| First Author | Fehsel K | Year | 2022 |
| Journal | J Psychopharmacol | Volume | 36 |
| Issue | 2 | Pages | 191-201 |
| PubMed ID | 34979820 | Mgi Jnum | J:331550 |
| Mgi Id | MGI:7378586 | Doi | 10.1177/02698811211055811 |
| Citation | Fehsel K, et al. (2022) Activation of the aryl hydrocarbon receptor by clozapine induces preadipocyte differentiation and contributes to endothelial dysfunction. J Psychopharmacol 36(2):191-201 |
| abstractText | BACKGROUND: The superior therapeutic benefit of clozapine is often associated with metabolic disruptions as obesity, insulin resistance, tachycardia, higher blood pressure, and even hypertension. AIMS: These adverse vascular/ metabolic events under clozapine are similar to those caused by polycyclic aromatic hydrocarbons (PAHs), and clozapine shows structural similarity to well-known ligands of the aryl hydrocarbon receptor (AhR). Therefore, we speculated that the side effects caused by clozapine might rely on AhR signaling. METHODS: We examined clozapine-induced AhR activation by luciferase reporter assays in hepatoma HepG2 cells and we proved upregulation of the prototypical AhR target gene Cyp1A1 by realtime-PCR (RT-PCR) analysis and enzyme activity. Next we studied the physiological role of AhR in clozapine's effects on human preadipocyte differentiation and on vasodilatation by myography in wild-type and AhR-/- mice.
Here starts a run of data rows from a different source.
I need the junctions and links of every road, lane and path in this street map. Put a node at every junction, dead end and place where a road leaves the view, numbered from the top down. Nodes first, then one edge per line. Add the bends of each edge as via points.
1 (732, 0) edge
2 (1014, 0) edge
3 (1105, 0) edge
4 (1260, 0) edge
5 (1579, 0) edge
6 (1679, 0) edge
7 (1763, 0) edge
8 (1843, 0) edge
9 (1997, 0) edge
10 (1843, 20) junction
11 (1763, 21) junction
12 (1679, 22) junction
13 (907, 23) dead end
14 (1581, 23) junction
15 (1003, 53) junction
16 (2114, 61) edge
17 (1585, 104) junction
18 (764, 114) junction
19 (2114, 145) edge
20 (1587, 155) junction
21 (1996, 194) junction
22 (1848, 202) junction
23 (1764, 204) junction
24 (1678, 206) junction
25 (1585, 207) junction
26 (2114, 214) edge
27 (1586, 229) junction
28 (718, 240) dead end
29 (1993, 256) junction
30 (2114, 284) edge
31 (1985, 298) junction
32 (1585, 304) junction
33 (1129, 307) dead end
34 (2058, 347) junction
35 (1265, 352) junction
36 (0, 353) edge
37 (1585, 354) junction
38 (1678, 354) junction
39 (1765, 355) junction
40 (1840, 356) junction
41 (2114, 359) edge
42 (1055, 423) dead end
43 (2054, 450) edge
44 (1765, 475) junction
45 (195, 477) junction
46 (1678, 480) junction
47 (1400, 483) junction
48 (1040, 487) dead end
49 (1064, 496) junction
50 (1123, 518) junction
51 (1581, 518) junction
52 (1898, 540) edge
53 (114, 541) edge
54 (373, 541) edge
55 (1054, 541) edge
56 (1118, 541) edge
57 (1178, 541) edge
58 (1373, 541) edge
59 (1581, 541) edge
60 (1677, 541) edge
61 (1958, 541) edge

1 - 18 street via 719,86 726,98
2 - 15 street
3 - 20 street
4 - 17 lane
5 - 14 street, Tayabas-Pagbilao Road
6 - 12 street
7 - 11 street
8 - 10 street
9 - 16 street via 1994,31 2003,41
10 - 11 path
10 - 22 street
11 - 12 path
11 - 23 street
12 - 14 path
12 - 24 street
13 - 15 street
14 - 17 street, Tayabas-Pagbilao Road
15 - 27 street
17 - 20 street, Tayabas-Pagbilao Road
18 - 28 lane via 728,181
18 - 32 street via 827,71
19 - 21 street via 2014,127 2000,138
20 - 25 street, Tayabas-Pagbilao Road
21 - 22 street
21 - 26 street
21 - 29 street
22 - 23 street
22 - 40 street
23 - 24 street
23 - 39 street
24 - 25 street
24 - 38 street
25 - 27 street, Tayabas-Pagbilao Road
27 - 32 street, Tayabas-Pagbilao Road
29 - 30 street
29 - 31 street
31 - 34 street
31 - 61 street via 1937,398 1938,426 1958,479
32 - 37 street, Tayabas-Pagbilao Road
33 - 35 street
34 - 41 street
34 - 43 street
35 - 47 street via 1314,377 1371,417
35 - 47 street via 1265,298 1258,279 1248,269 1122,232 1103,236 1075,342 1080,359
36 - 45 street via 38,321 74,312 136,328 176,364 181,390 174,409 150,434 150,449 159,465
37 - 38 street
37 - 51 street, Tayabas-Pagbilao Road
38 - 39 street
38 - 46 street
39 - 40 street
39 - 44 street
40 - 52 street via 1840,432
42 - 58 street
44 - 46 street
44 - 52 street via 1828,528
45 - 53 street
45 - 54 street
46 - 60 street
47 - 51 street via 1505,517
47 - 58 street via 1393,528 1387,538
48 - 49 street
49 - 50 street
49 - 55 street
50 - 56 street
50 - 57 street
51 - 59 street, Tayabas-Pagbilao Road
RESULTS: In contrast to other antipsychotic drugs (APDs), clozapine triggered AhR activation and Cyp1A1 expression in HepG2 cells and adipocytes. Clozapine induced adipogenesis via AhR signaling. After PGF2alpha-induced constriction of mouse aortic rings, clozapine strongly reduced the maximal vasorelaxation under acetylcholine in rings from wild-type mice, but only slightly in rings from AhR-/- mice. The reduction was also prevented by pretreatment with the AhR antagonist CH-223191. CONCLUSION: Identification of clozapine as a ligand for the AhR opens new perspectives to explain common clozapine therapy-associated adverse effects at the molecular level. |